Just watched "500 days of Summer" again.

Mostly just a sad movie starring an always quirky Zooey Deschanel and a seemingly always sad Jason Gordon-Levitt.

I'd says "spoilers", but I just don't really care. Zooey's character, Summer, doesn't ever want to be tied down, her parents were divorced, and she'd like to be free, especially from anything serious and binding like marriage in her life. Jason's character, Tom, has a similar history, parents divorced, but does not long for that seem freedom, and clings to more of the traditional view of love and marriage.

Now, at the end of the film, Summer has gotten married after "dating/something" with Tom throughout the movie, and not wanting to commit to him.

Tom asks "why?"

Summer simply says "because I wanted to." Also saying "It just happened".

It struck me this time, at least more than the last time I saw this movie, that I am simply not a person to do what I want. I am not saying that I never do those things, that I will never do anything selfish.

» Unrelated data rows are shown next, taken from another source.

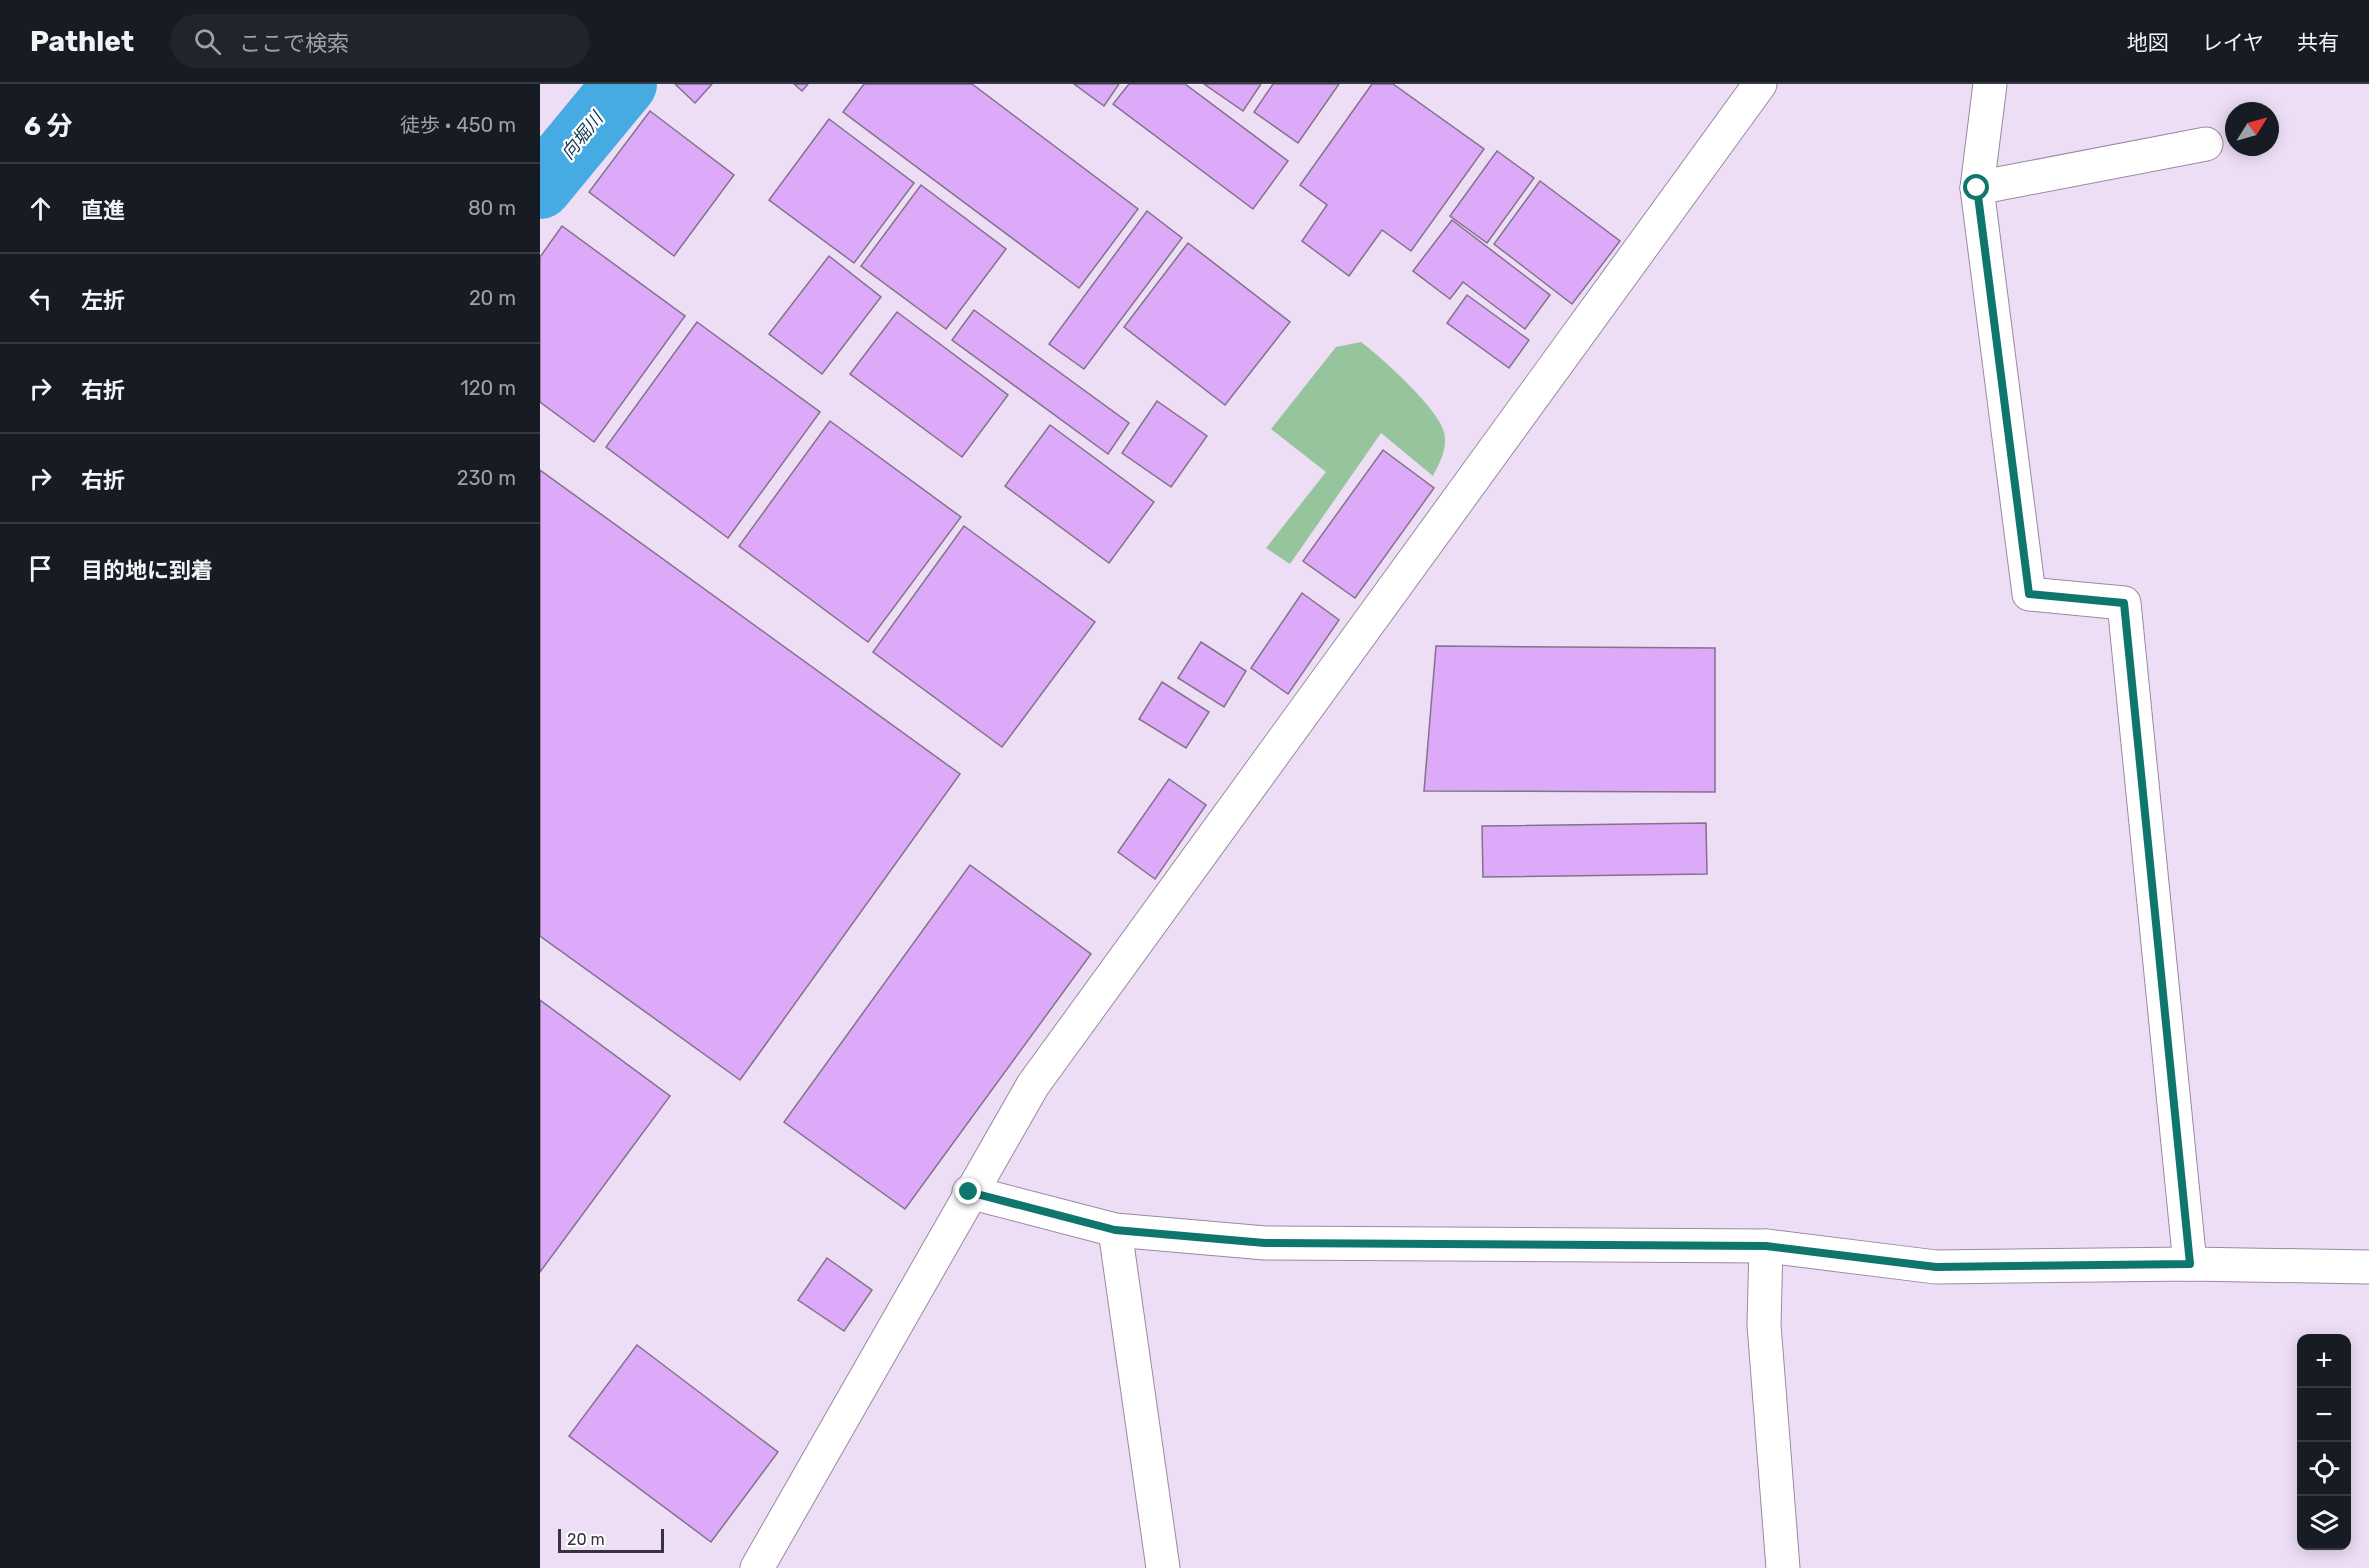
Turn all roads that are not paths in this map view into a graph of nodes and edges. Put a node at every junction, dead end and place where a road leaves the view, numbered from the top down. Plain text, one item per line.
1 (1760, 84) edge
2 (1990, 84) edge
3 (2206, 144) dead end
4 (1977, 188) junction
5 (969, 1192) junction
6 (1115, 1230) junction
7 (1766, 1246) junction
8 (2190, 1264) junction
9 (2369, 1267) edge
10 (757, 1568) edge
11 (1163, 1568) edge
12 (1783, 1568) edge

1 - 5 street
2 - 4 street
3 - 4 street
4 - 8 street
5 - 6 street
5 - 10 street
6 - 7 street
6 - 11 street
7 - 8 street
7 - 12 street
8 - 9 street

I am guilty of those things more than most.

But left to my own devices, given time to think, I will always consider the social norms.

I don't know if thats right, or healthy. I don't think that I even have a taste for that kind of freedom that just does what it longs for, what it fully wants. I don't know what that would look like.

I don't remember the last thing in my life that "just happened". Maybe these things are just the lense I look through. But maybe it is a crack and flaw of something deeper. I don't want to do things simply because they are what has always been done.